Your instructions: Return each line in the records below that includes "Pablo".

Raw data:
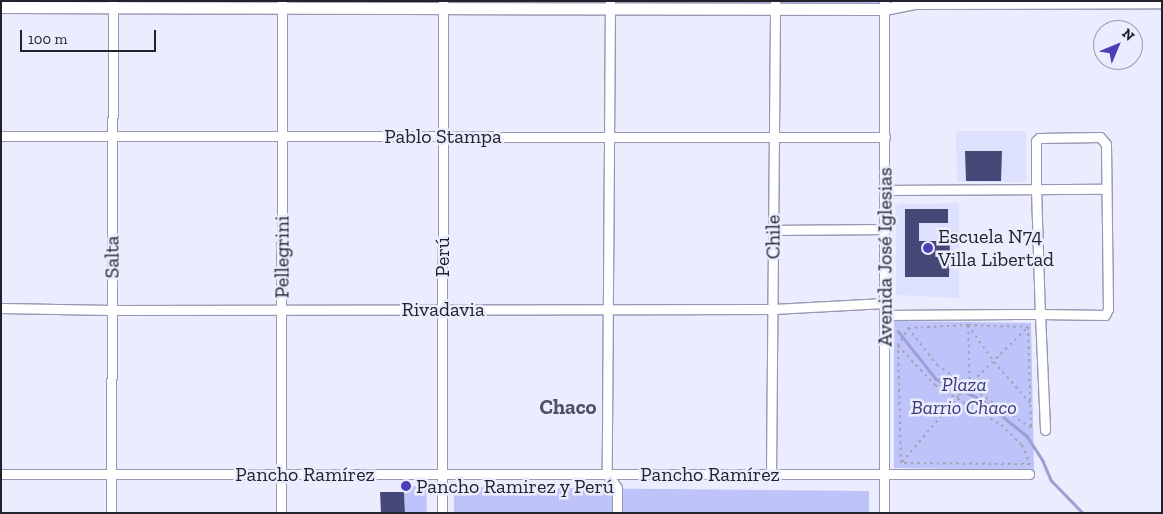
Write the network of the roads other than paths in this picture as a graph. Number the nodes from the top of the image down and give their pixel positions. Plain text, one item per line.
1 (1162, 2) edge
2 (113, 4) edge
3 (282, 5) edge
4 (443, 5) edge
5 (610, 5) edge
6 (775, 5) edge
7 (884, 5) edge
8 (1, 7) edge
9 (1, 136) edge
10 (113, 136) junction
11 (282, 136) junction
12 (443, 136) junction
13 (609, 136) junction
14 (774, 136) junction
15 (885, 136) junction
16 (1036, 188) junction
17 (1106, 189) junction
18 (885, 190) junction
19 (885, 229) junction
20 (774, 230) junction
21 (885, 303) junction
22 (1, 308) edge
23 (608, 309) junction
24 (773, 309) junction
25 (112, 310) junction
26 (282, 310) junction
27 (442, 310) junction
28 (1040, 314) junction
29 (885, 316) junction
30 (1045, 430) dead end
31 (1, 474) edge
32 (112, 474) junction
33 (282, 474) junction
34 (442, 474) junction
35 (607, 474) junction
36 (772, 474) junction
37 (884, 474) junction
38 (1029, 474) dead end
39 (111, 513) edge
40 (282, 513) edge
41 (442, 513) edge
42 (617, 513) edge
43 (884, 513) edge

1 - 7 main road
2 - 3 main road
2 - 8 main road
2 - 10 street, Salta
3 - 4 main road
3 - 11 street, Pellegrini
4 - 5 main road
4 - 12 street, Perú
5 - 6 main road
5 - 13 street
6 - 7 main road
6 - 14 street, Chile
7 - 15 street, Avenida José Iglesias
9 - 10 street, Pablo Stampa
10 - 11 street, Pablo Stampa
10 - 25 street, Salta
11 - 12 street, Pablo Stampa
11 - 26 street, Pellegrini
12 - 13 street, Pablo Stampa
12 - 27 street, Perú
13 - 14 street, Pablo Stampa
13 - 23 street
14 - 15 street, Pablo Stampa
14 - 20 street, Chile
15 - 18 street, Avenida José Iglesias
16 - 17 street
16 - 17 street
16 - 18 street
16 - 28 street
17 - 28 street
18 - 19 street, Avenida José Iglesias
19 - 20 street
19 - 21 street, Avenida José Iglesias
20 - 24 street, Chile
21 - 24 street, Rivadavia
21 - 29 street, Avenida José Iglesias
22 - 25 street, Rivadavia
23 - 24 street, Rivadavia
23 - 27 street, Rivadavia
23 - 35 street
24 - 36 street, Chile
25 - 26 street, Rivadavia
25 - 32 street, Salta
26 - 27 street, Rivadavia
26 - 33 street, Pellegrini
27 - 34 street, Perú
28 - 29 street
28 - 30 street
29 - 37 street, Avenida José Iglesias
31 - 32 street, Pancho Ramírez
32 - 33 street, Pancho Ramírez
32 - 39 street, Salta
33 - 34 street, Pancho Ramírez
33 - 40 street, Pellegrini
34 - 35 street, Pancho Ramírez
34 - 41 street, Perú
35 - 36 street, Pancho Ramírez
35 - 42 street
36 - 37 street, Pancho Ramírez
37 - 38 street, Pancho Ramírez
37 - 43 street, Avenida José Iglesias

Exercise output:
9 - 10 street, Pablo Stampa
10 - 11 street, Pablo Stampa
11 - 12 street, Pablo Stampa
12 - 13 street, Pablo Stampa
13 - 14 street, Pablo Stampa
14 - 15 street, Pablo Stampa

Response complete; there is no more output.